### Extracted entries:

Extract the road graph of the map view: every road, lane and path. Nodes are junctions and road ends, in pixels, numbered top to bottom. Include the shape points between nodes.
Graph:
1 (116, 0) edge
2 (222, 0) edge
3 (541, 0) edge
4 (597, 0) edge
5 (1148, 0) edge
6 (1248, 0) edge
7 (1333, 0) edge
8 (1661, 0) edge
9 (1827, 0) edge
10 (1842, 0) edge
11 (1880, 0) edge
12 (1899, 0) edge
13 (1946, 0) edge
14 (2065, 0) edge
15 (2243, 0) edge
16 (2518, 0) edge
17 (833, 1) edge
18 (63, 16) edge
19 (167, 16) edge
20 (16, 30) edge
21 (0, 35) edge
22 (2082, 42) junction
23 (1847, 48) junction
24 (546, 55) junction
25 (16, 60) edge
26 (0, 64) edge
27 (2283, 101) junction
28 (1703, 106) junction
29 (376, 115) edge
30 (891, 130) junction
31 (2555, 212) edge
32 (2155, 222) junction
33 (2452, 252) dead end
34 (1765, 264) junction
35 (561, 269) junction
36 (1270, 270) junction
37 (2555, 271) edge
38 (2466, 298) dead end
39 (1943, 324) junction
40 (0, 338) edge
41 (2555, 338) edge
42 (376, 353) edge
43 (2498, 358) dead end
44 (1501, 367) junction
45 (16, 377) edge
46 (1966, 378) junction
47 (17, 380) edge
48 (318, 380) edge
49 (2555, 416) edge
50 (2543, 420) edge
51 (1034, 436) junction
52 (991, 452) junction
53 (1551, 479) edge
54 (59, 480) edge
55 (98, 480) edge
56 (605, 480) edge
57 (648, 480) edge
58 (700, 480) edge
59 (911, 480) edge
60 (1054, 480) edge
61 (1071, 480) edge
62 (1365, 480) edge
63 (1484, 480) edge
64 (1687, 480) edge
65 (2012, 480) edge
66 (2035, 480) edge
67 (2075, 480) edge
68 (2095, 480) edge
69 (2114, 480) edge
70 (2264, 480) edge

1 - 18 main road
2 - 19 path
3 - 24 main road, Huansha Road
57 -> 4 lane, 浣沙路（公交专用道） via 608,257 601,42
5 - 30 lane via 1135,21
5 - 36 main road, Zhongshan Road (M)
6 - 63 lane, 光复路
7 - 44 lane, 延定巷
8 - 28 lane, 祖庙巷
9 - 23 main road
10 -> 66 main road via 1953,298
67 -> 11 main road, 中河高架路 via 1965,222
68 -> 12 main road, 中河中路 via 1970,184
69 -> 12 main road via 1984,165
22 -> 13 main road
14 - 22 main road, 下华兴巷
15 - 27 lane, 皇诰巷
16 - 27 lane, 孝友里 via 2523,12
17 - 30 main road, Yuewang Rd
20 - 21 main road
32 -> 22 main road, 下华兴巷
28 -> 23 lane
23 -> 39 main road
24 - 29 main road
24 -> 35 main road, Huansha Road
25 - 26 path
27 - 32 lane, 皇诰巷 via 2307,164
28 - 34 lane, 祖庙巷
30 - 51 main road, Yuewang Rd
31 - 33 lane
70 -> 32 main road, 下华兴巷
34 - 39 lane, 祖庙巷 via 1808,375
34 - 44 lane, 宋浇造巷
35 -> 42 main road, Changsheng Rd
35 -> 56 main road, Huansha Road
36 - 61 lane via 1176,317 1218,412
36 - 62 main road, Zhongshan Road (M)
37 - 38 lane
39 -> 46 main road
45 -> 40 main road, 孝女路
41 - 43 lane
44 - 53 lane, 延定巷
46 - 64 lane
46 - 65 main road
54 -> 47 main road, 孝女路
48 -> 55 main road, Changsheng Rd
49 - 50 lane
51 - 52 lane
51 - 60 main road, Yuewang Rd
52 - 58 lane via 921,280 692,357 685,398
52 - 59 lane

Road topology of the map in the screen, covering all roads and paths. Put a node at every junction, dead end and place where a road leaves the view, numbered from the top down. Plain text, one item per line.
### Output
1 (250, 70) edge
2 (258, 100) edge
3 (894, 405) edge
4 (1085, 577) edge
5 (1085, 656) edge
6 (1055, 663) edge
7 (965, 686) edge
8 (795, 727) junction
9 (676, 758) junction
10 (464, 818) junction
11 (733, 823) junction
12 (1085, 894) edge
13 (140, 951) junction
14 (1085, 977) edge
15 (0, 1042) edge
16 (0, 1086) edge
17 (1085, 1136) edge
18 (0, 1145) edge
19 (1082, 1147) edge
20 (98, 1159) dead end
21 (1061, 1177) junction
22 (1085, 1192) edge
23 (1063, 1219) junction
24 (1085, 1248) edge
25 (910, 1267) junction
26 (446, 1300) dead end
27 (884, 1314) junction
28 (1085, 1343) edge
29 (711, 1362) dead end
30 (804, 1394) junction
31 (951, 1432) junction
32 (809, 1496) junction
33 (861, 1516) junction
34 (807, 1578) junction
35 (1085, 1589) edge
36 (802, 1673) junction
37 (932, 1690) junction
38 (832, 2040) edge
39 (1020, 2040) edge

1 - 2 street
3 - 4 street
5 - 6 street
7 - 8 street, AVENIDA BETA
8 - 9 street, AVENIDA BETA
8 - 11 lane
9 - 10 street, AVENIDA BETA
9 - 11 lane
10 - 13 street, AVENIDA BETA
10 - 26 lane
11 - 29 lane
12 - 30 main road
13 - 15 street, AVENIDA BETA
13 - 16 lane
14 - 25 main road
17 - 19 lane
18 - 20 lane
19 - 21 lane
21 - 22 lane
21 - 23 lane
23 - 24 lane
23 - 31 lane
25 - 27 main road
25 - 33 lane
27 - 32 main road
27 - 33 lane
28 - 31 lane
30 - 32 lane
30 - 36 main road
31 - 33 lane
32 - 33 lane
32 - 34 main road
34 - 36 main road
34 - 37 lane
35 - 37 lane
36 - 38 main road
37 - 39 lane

### Required action:
Count every line in the listing that holds the word "Zhongshan". Report the count and nothing else.

### Reply:
2